TASK STATEMENT: Copy each line of the records that contains the word "Лесной".

[Data extracted from a collection]
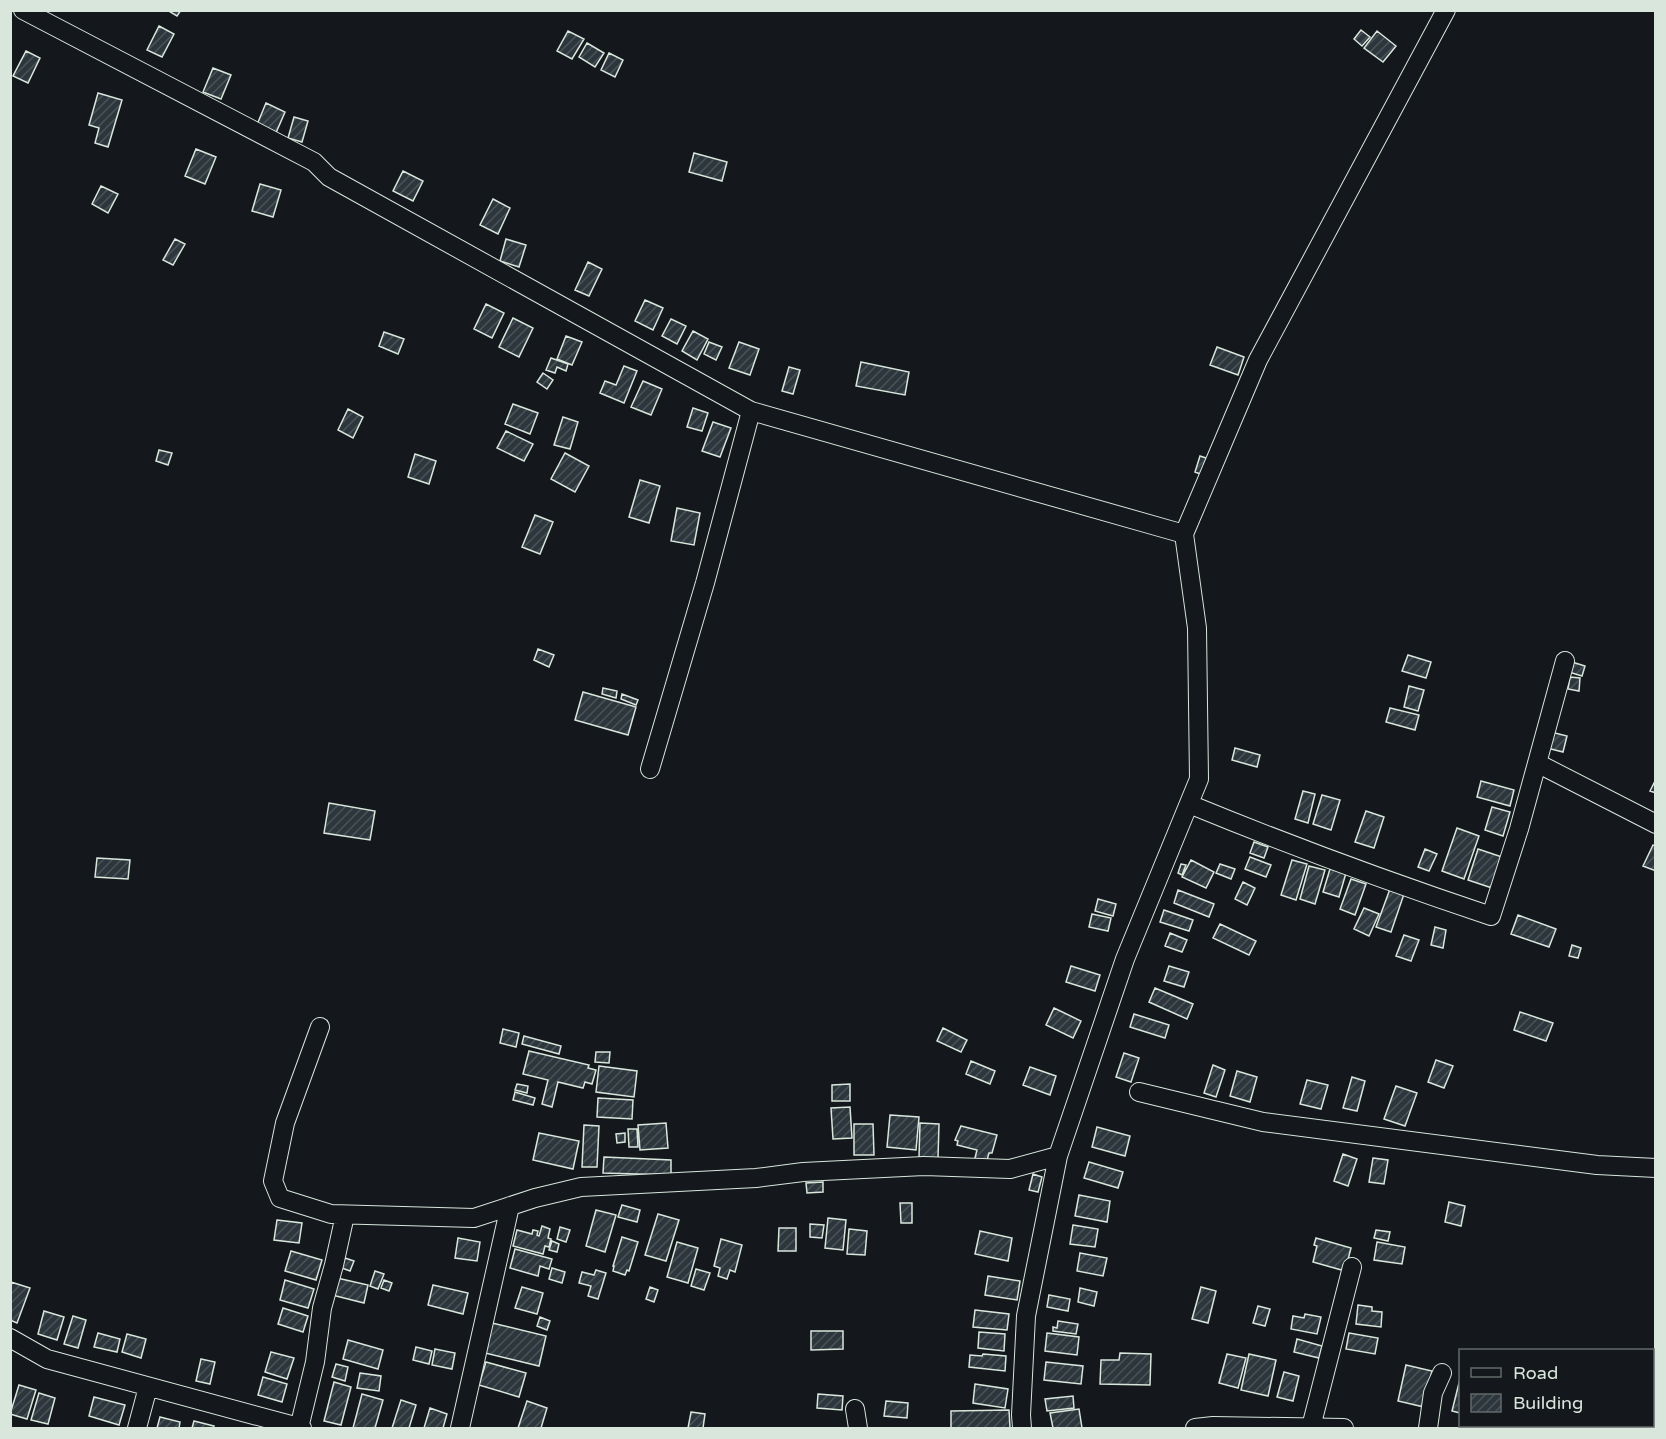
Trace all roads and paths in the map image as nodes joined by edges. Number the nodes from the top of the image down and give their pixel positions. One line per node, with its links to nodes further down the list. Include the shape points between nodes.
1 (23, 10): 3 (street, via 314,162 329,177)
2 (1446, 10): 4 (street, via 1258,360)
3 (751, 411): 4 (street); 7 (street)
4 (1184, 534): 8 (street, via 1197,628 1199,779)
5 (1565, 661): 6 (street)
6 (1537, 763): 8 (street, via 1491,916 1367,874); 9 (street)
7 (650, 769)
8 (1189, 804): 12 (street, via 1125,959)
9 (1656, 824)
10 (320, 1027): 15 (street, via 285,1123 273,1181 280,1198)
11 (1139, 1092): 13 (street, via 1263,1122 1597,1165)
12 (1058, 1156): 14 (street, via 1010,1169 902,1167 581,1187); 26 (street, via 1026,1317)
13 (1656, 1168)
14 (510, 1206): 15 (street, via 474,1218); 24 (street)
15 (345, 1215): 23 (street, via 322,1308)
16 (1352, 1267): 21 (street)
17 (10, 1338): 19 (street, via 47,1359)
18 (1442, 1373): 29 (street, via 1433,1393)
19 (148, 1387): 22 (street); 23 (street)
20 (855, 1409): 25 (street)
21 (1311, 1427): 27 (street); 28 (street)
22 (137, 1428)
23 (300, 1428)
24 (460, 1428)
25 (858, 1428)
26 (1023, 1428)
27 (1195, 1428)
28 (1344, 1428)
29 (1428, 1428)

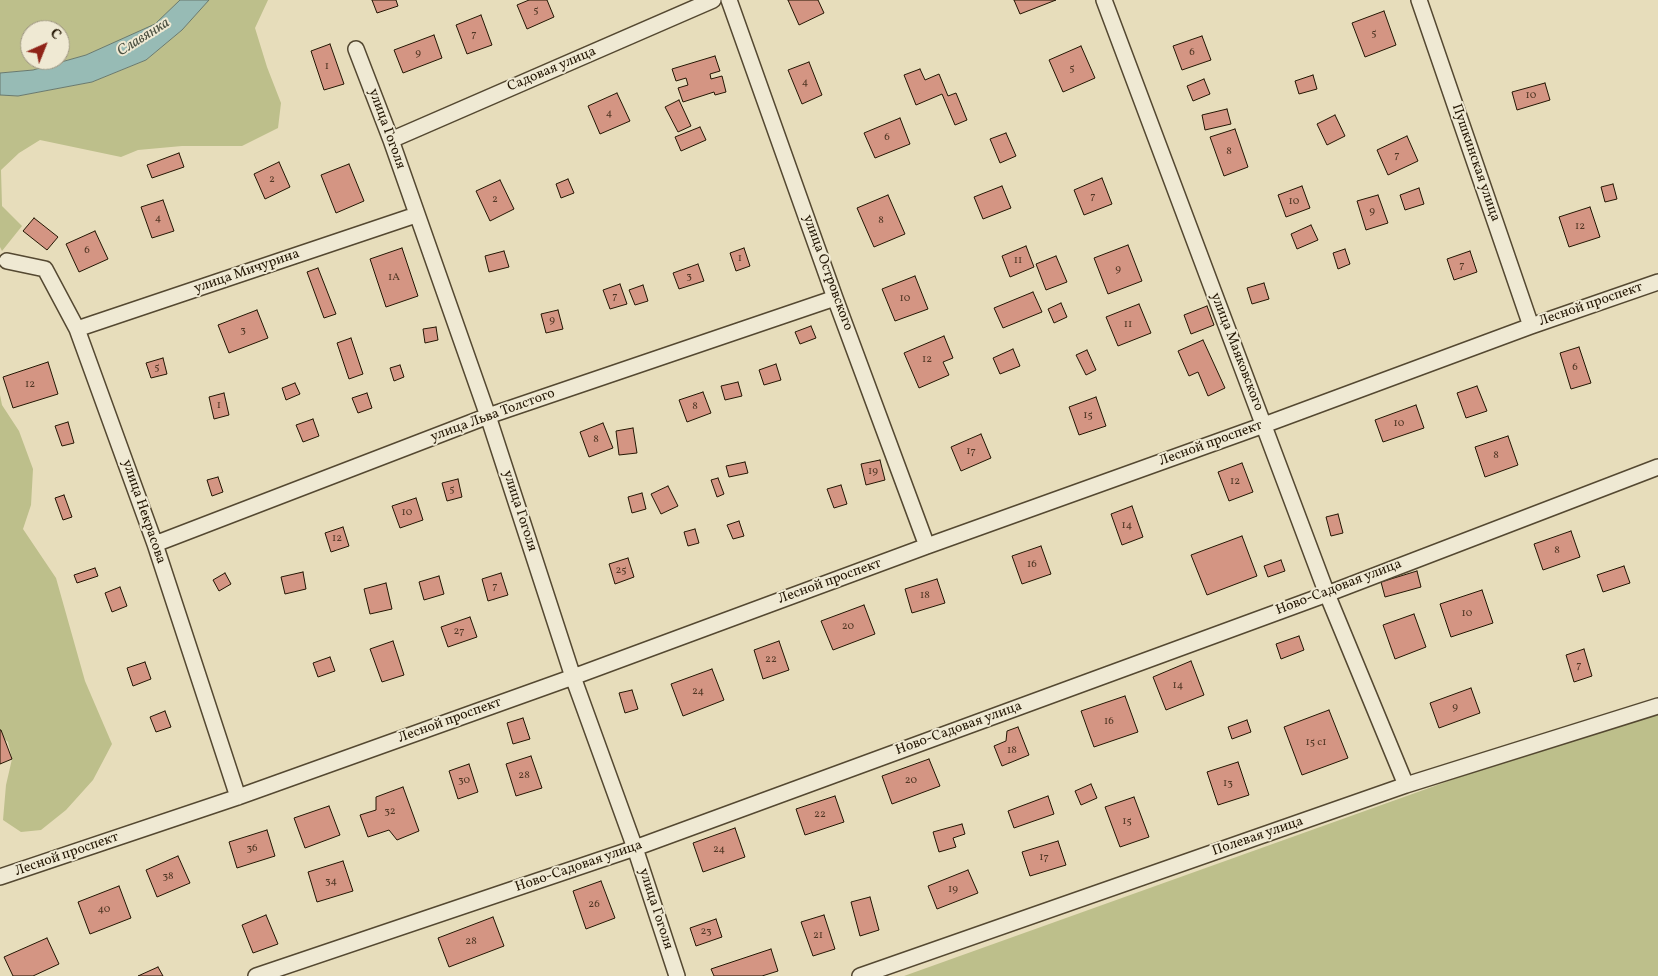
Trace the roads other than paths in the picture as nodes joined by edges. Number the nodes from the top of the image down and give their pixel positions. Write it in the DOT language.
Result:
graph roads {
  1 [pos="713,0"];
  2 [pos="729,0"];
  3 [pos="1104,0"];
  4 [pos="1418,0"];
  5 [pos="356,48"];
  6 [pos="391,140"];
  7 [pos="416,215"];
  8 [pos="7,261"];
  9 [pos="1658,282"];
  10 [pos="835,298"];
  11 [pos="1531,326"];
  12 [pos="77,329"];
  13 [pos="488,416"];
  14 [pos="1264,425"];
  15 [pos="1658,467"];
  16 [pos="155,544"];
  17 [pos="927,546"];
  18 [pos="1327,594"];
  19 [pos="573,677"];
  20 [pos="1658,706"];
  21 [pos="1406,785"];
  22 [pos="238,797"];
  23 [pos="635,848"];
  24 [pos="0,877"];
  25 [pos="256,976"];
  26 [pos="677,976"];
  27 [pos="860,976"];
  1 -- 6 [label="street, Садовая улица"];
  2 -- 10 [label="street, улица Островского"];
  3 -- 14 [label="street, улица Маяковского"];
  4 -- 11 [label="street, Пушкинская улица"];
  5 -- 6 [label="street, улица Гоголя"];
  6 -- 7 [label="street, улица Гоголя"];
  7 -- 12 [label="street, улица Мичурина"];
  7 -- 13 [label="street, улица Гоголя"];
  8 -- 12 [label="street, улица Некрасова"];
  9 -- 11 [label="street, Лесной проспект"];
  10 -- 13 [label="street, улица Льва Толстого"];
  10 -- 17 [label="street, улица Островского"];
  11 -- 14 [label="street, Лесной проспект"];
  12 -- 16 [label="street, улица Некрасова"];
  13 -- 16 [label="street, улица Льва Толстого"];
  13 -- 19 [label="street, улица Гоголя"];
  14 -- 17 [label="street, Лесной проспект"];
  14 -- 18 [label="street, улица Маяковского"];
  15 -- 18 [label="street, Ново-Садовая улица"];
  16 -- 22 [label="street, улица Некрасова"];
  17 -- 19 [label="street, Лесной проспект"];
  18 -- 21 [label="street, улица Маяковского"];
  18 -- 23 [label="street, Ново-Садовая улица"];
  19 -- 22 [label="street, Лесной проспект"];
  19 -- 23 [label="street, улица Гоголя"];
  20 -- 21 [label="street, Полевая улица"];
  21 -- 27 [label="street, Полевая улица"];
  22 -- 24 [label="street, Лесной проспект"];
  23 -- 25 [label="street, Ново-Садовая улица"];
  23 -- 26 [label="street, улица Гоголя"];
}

ANSWER SECTION:
  9 -- 11 [label="street, Лесной проспект"];
  11 -- 14 [label="street, Лесной проспект"];
  14 -- 17 [label="street, Лесной проспект"];
  17 -- 19 [label="street, Лесной проспект"];
  19 -- 22 [label="street, Лесной проспект"];
  22 -- 24 [label="street, Лесной проспект"];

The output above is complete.